START WORKING DATA

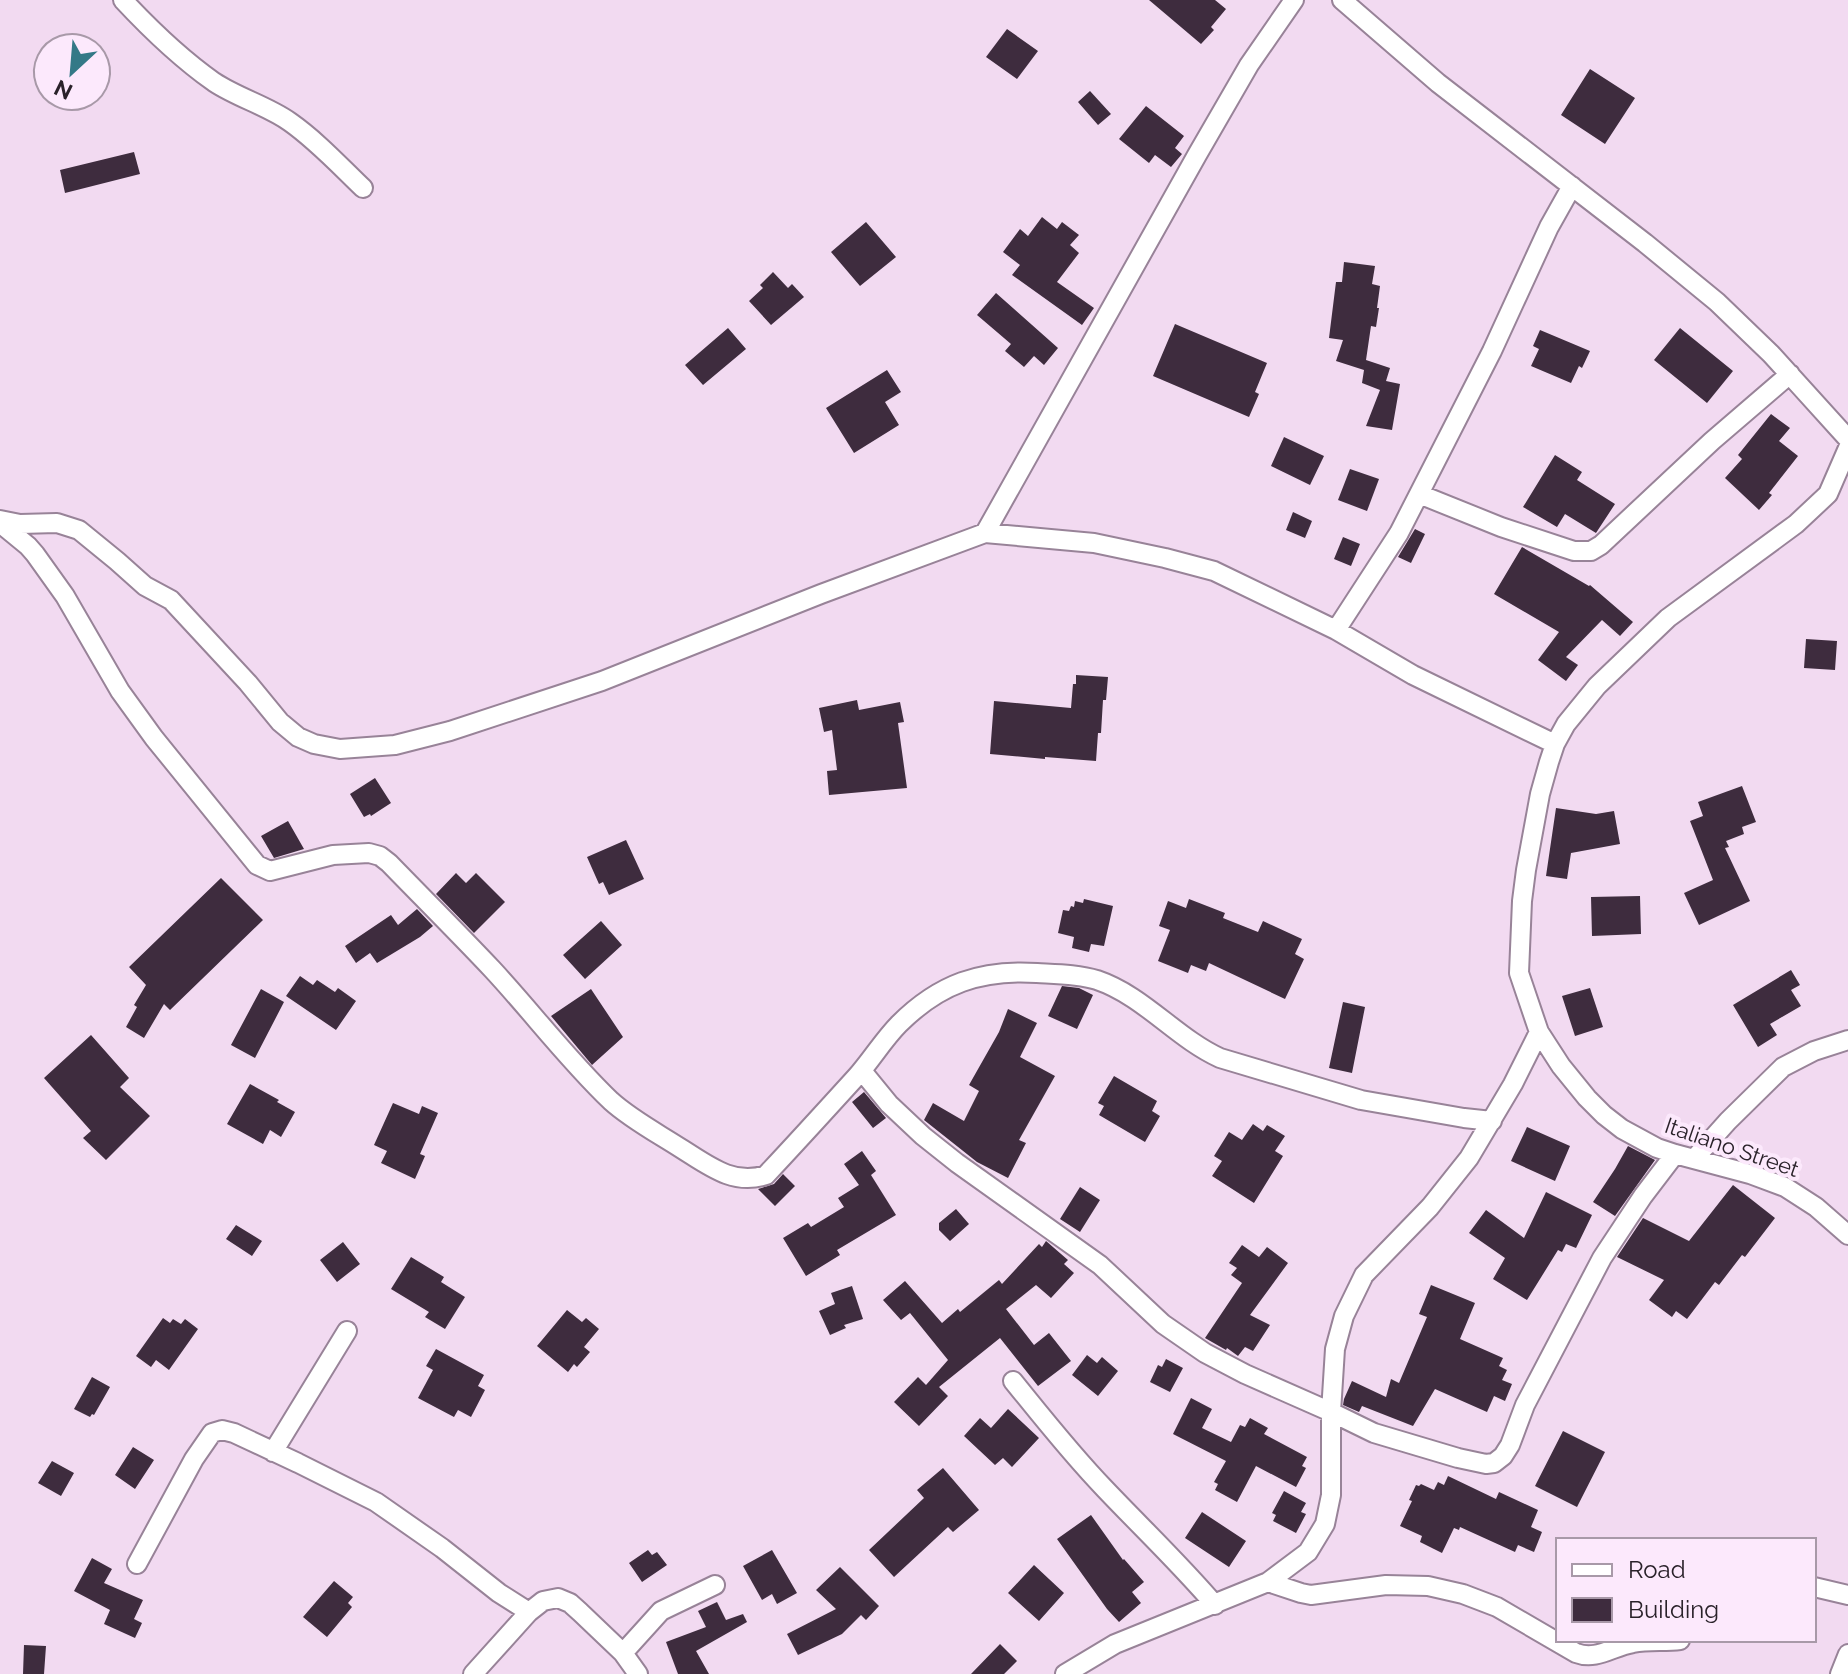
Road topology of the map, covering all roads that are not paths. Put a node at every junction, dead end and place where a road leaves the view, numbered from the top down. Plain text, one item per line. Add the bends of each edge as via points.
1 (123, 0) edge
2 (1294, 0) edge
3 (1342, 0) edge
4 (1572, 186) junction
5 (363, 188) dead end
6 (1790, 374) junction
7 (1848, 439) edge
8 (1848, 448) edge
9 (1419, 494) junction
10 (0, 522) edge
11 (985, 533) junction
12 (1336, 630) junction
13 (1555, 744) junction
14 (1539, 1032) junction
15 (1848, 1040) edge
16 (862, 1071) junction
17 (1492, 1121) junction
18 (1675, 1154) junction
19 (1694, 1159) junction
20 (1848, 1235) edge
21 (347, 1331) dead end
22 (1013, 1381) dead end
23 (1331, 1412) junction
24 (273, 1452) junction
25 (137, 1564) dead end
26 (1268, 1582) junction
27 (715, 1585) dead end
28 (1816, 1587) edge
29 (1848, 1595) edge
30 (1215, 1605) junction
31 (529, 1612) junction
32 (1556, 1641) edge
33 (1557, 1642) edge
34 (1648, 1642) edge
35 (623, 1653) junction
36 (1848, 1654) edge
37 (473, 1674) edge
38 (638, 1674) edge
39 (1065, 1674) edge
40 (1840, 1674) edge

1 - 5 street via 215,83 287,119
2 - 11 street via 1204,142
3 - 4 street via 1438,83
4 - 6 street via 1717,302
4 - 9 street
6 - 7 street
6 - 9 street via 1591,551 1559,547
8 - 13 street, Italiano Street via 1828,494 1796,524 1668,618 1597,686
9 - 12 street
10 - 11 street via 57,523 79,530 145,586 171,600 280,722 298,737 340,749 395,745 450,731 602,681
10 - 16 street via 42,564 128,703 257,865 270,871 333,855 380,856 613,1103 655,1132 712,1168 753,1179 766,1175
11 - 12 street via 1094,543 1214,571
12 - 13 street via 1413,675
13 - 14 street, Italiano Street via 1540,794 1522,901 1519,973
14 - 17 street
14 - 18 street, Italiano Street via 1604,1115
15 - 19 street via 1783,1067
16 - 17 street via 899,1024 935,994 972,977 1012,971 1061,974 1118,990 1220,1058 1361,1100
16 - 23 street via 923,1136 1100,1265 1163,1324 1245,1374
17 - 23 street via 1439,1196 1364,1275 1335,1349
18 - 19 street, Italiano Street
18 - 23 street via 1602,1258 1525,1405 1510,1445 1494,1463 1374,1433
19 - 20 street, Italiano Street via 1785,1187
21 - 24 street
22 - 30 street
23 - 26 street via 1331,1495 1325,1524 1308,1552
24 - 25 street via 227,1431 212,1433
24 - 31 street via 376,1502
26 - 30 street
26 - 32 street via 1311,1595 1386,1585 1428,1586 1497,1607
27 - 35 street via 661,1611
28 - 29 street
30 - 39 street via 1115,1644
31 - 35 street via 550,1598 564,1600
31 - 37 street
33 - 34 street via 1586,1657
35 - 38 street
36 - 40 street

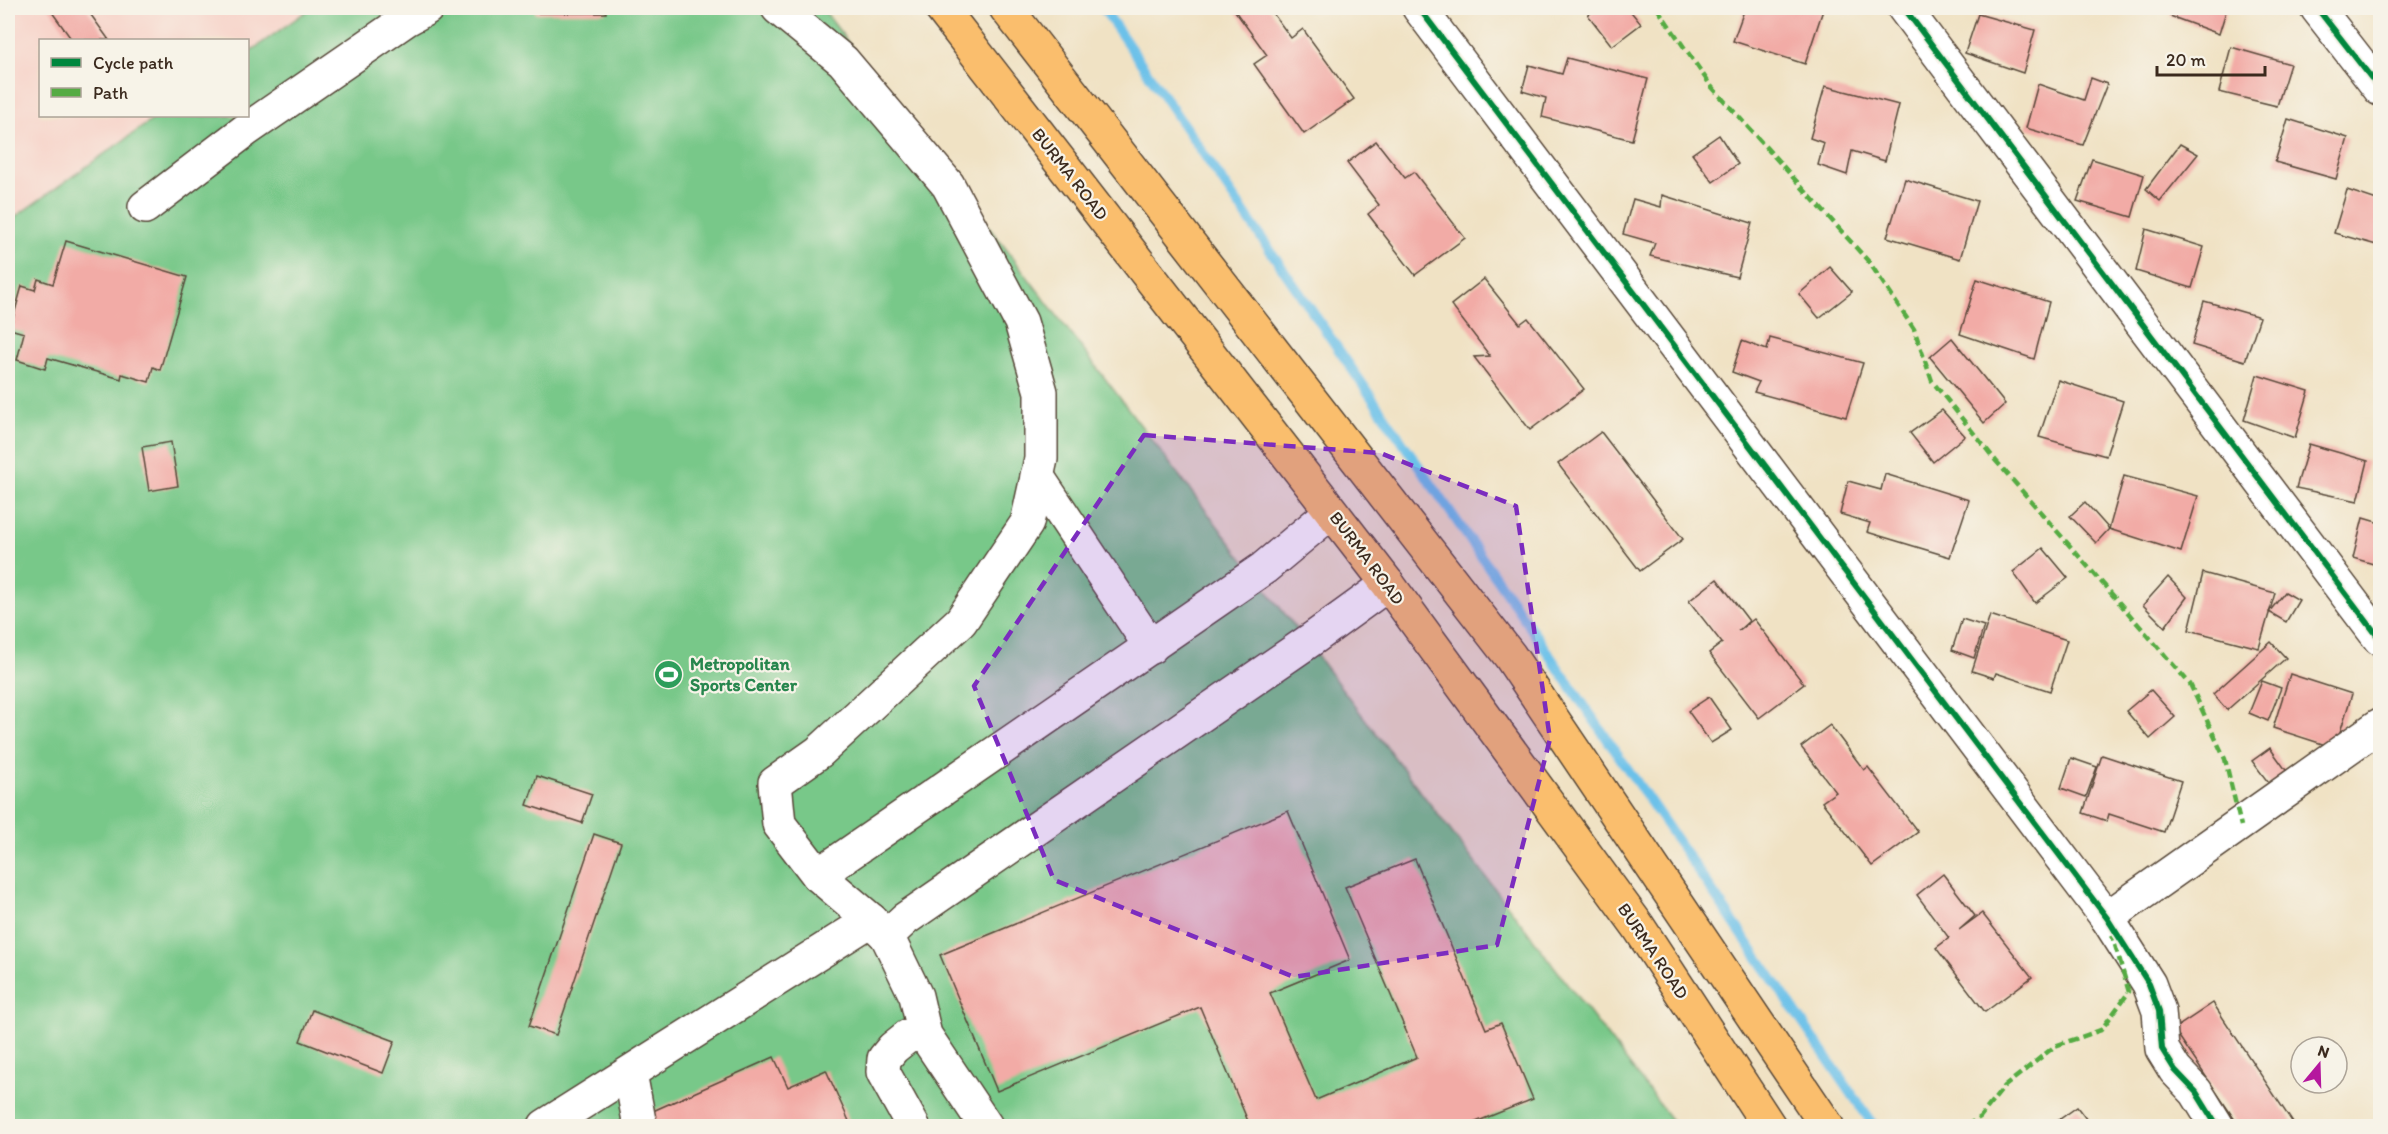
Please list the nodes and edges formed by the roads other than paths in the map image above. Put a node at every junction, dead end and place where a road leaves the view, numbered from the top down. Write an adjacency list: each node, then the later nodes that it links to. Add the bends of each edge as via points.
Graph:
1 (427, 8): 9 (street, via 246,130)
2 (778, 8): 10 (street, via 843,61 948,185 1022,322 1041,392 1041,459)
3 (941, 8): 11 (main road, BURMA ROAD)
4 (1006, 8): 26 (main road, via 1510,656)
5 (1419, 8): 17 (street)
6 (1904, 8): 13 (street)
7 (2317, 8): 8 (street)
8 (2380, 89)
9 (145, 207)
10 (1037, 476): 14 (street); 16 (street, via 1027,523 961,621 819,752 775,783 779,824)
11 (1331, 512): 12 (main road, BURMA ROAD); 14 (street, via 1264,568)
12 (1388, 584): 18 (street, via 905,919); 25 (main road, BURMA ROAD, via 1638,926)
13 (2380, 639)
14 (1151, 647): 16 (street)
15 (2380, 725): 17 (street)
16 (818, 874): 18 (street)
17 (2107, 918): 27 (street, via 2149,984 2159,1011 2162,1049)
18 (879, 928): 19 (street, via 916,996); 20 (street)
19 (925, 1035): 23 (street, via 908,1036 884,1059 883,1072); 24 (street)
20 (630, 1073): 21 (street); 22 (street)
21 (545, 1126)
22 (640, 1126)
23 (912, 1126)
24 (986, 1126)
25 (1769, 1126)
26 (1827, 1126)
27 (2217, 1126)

END WORKING DATA

ACTIVITY
Please copy out the material above exactly, with the images removed.

TASK RESULT
Road topology of the map, covering all roads that are not paths. Put a node at every junction, dead end and place where a road leaves the view, numbered from the top down. Plain text, one item per line. Add the bends of each edge as via points.
1 (123, 0) edge
2 (1294, 0) edge
3 (1342, 0) edge
4 (1572, 186) junction
5 (363, 188) dead end
6 (1790, 374) junction
7 (1848, 439) edge
8 (1848, 448) edge
9 (1419, 494) junction
10 (0, 522) edge
11 (985, 533) junction
12 (1336, 630) junction
13 (1555, 744) junction
14 (1539, 1032) junction
15 (1848, 1040) edge
16 (862, 1071) junction
17 (1492, 1121) junction
18 (1675, 1154) junction
19 (1694, 1159) junction
20 (1848, 1235) edge
21 (347, 1331) dead end
22 (1013, 1381) dead end
23 (1331, 1412) junction
24 (273, 1452) junction
25 (137, 1564) dead end
26 (1268, 1582) junction
27 (715, 1585) dead end
28 (1816, 1587) edge
29 (1848, 1595) edge
30 (1215, 1605) junction
31 (529, 1612) junction
32 (1556, 1641) edge
33 (1557, 1642) edge
34 (1648, 1642) edge
35 (623, 1653) junction
36 (1848, 1654) edge
37 (473, 1674) edge
38 (638, 1674) edge
39 (1065, 1674) edge
40 (1840, 1674) edge

1 - 5 street via 215,83 287,119
2 - 11 street via 1204,142
3 - 4 street via 1438,83
4 - 6 street via 1717,302
4 - 9 street
6 - 7 street
6 - 9 street via 1591,551 1559,547
8 - 13 street, Italiano Street via 1828,494 1796,524 1668,618 1597,686
9 - 12 street
10 - 11 street via 57,523 79,530 145,586 171,600 280,722 298,737 340,749 395,745 450,731 602,681
10 - 16 street via 42,564 128,703 257,865 270,871 333,855 380,856 613,1103 655,1132 712,1168 753,1179 766,1175
11 - 12 street via 1094,543 1214,571
12 - 13 street via 1413,675
13 - 14 street, Italiano Street via 1540,794 1522,901 1519,973
14 - 17 street
14 - 18 street, Italiano Street via 1604,1115
15 - 19 street via 1783,1067
16 - 17 street via 899,1024 935,994 972,977 1012,971 1061,974 1118,990 1220,1058 1361,1100
16 - 23 street via 923,1136 1100,1265 1163,1324 1245,1374
17 - 23 street via 1439,1196 1364,1275 1335,1349
18 - 19 street, Italiano Street
18 - 23 street via 1602,1258 1525,1405 1510,1445 1494,1463 1374,1433
19 - 20 street, Italiano Street via 1785,1187
21 - 24 street
22 - 30 street
23 - 26 street via 1331,1495 1325,1524 1308,1552
24 - 25 street via 227,1431 212,1433
24 - 31 street via 376,1502
26 - 30 street
26 - 32 street via 1311,1595 1386,1585 1428,1586 1497,1607
27 - 35 street via 661,1611
28 - 29 street
30 - 39 street via 1115,1644
31 - 35 street via 550,1598 564,1600
31 - 37 street
33 - 34 street via 1586,1657
35 - 38 street
36 - 40 street

Please list the nodes and edges formed by the roads other than paths in the map image above. Put a node at every junction, dead end and place where a road leaves the view, numbered from the top down. Write an adjacency list: each node, then the later nodes that it links to. Add the bends of each edge as via points.
Graph:
1 (427, 8): 9 (street, via 246,130)
2 (778, 8): 10 (street, via 843,61 948,185 1022,322 1041,392 1041,459)
3 (941, 8): 11 (main road, BURMA ROAD)
4 (1006, 8): 26 (main road, via 1510,656)
5 (1419, 8): 17 (street)
6 (1904, 8): 13 (street)
7 (2317, 8): 8 (street)
8 (2380, 89)
9 (145, 207)
10 (1037, 476): 14 (street); 16 (street, via 1027,523 961,621 819,752 775,783 779,824)
11 (1331, 512): 12 (main road, BURMA ROAD); 14 (street, via 1264,568)
12 (1388, 584): 18 (street, via 905,919); 25 (main road, BURMA ROAD, via 1638,926)
13 (2380, 639)
14 (1151, 647): 16 (street)
15 (2380, 725): 17 (street)
16 (818, 874): 18 (street)
17 (2107, 918): 27 (street, via 2149,984 2159,1011 2162,1049)
18 (879, 928): 19 (street, via 916,996); 20 (street)
19 (925, 1035): 23 (street, via 908,1036 884,1059 883,1072); 24 (street)
20 (630, 1073): 21 (street); 22 (street)
21 (545, 1126)
22 (640, 1126)
23 (912, 1126)
24 (986, 1126)
25 (1769, 1126)
26 (1827, 1126)
27 (2217, 1126)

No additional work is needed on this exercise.